▶ [ASSIGNMENT]: Working from the listing below, set down every line exactly.

▶ [DATA EXCERPTS]:
* * * * *
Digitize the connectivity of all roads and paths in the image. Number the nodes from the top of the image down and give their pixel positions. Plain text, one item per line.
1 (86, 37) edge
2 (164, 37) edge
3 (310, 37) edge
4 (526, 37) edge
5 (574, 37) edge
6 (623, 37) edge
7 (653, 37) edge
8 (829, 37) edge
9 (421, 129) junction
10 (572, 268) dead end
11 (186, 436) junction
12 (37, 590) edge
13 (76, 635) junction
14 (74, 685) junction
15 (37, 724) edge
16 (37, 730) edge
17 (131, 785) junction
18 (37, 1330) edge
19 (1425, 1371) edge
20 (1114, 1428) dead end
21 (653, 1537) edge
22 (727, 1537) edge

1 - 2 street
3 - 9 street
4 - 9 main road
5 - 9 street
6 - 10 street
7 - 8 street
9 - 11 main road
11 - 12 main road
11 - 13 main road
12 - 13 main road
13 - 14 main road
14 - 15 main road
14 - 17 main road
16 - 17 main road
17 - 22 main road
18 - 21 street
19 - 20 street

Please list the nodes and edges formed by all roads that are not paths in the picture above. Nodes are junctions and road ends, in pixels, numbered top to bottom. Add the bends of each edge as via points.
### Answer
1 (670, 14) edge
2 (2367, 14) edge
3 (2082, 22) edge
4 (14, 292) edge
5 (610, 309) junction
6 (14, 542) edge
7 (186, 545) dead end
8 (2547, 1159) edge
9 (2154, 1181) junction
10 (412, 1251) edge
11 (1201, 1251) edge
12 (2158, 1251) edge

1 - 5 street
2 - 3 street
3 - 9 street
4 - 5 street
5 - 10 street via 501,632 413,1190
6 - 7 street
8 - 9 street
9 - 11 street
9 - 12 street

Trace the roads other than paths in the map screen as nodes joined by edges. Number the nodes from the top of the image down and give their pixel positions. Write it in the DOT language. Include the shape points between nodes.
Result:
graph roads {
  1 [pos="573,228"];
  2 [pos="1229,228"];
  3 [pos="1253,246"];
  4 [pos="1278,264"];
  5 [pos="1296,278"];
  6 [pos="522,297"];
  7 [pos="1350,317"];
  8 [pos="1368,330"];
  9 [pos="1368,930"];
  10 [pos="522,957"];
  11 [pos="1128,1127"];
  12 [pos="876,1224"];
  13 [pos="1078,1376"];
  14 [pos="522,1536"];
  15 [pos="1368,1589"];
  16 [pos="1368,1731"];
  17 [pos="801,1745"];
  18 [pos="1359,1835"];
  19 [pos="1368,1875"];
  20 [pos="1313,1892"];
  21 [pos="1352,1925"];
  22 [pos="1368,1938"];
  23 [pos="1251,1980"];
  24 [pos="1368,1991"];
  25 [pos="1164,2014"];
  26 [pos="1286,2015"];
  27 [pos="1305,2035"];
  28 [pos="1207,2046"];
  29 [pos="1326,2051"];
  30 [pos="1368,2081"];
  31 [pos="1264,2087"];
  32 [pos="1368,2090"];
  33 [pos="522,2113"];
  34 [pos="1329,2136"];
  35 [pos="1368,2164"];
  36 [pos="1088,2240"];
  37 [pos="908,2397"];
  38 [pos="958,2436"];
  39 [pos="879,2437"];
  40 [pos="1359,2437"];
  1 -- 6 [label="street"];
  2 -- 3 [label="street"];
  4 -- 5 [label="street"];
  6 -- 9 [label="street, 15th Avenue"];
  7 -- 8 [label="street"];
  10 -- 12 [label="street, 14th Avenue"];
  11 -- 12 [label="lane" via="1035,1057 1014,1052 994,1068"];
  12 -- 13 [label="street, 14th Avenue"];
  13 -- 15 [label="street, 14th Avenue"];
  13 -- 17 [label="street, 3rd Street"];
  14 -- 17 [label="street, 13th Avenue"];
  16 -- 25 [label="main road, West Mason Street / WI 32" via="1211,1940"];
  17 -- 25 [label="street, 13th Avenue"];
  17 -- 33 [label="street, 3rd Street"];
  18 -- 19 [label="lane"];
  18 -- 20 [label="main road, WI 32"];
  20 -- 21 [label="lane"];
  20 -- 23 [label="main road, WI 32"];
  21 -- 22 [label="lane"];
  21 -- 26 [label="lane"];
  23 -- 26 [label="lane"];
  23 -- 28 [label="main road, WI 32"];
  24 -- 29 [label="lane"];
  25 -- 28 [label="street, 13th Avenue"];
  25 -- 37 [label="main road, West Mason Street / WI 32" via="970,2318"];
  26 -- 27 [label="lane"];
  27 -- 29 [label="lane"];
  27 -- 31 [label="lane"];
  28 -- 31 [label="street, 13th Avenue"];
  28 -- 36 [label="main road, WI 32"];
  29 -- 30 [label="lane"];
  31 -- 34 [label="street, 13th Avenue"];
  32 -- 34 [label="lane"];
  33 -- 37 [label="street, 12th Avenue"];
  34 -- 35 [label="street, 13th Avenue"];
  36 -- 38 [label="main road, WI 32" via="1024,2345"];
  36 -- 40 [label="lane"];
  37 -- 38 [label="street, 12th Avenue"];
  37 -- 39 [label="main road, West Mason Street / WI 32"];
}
* * * * *
▶ [OUTPUT]:
Digitize the connectivity of all roads and paths in the image. Number the nodes from the top of the image down and give their pixel positions. Plain text, one item per line.
1 (86, 37) edge
2 (164, 37) edge
3 (310, 37) edge
4 (526, 37) edge
5 (574, 37) edge
6 (623, 37) edge
7 (653, 37) edge
8 (829, 37) edge
9 (421, 129) junction
10 (572, 268) dead end
11 (186, 436) junction
12 (37, 590) edge
13 (76, 635) junction
14 (74, 685) junction
15 (37, 724) edge
16 (37, 730) edge
17 (131, 785) junction
18 (37, 1330) edge
19 (1425, 1371) edge
20 (1114, 1428) dead end
21 (653, 1537) edge
22 (727, 1537) edge

1 - 2 street
3 - 9 street
4 - 9 main road
5 - 9 street
6 - 10 street
7 - 8 street
9 - 11 main road
11 - 12 main road
11 - 13 main road
12 - 13 main road
13 - 14 main road
14 - 15 main road
14 - 17 main road
16 - 17 main road
17 - 22 main road
18 - 21 street
19 - 20 street

Please list the nodes and edges formed by all roads that are not paths in the picture above. Nodes are junctions and road ends, in pixels, numbered top to bottom. Add the bends of each edge as via points.
### Answer
1 (670, 14) edge
2 (2367, 14) edge
3 (2082, 22) edge
4 (14, 292) edge
5 (610, 309) junction
6 (14, 542) edge
7 (186, 545) dead end
8 (2547, 1159) edge
9 (2154, 1181) junction
10 (412, 1251) edge
11 (1201, 1251) edge
12 (2158, 1251) edge

1 - 5 street
2 - 3 street
3 - 9 street
4 - 5 street
5 - 10 street via 501,632 413,1190
6 - 7 street
8 - 9 street
9 - 11 street
9 - 12 street

Trace the roads other than paths in the map screen as nodes joined by edges. Number the nodes from the top of the image down and give their pixel positions. Write it in the DOT language. Include the shape points between nodes.
Result:
graph roads {
  1 [pos="573,228"];
  2 [pos="1229,228"];
  3 [pos="1253,246"];
  4 [pos="1278,264"];
  5 [pos="1296,278"];
  6 [pos="522,297"];
  7 [pos="1350,317"];
  8 [pos="1368,330"];
  9 [pos="1368,930"];
  10 [pos="522,957"];
  11 [pos="1128,1127"];
  12 [pos="876,1224"];
  13 [pos="1078,1376"];
  14 [pos="522,1536"];
  15 [pos="1368,1589"];
  16 [pos="1368,1731"];
  17 [pos="801,1745"];
  18 [pos="1359,1835"];
  19 [pos="1368,1875"];
  20 [pos="1313,1892"];
  21 [pos="1352,1925"];
  22 [pos="1368,1938"];
  23 [pos="1251,1980"];
  24 [pos="1368,1991"];
  25 [pos="1164,2014"];
  26 [pos="1286,2015"];
  27 [pos="1305,2035"];
  28 [pos="1207,2046"];
  29 [pos="1326,2051"];
  30 [pos="1368,2081"];
  31 [pos="1264,2087"];
  32 [pos="1368,2090"];
  33 [pos="522,2113"];
  34 [pos="1329,2136"];
  35 [pos="1368,2164"];
  36 [pos="1088,2240"];
  37 [pos="908,2397"];
  38 [pos="958,2436"];
  39 [pos="879,2437"];
  40 [pos="1359,2437"];
  1 -- 6 [label="street"];
  2 -- 3 [label="street"];
  4 -- 5 [label="street"];
  6 -- 9 [label="street, 15th Avenue"];
  7 -- 8 [label="street"];
  10 -- 12 [label="street, 14th Avenue"];
  11 -- 12 [label="lane" via="1035,1057 1014,1052 994,1068"];
  12 -- 13 [label="street, 14th Avenue"];
  13 -- 15 [label="street, 14th Avenue"];
  13 -- 17 [label="street, 3rd Street"];
  14 -- 17 [label="street, 13th Avenue"];
  16 -- 25 [label="main road, West Mason Street / WI 32" via="1211,1940"];
  17 -- 25 [label="street, 13th Avenue"];
  17 -- 33 [label="street, 3rd Street"];
  18 -- 19 [label="lane"];
  18 -- 20 [label="main road, WI 32"];
  20 -- 21 [label="lane"];
  20 -- 23 [label="main road, WI 32"];
  21 -- 22 [label="lane"];
  21 -- 26 [label="lane"];
  23 -- 26 [label="lane"];
  23 -- 28 [label="main road, WI 32"];
  24 -- 29 [label="lane"];
  25 -- 28 [label="street, 13th Avenue"];
  25 -- 37 [label="main road, West Mason Street / WI 32" via="970,2318"];
  26 -- 27 [label="lane"];
  27 -- 29 [label="lane"];
  27 -- 31 [label="lane"];
  28 -- 31 [label="street, 13th Avenue"];
  28 -- 36 [label="main road, WI 32"];
  29 -- 30 [label="lane"];
  31 -- 34 [label="street, 13th Avenue"];
  32 -- 34 [label="lane"];
  33 -- 37 [label="street, 12th Avenue"];
  34 -- 35 [label="street, 13th Avenue"];
  36 -- 38 [label="main road, WI 32" via="1024,2345"];
  36 -- 40 [label="lane"];
  37 -- 38 [label="street, 12th Avenue"];
  37 -- 39 [label="main road, West Mason Street / WI 32"];
}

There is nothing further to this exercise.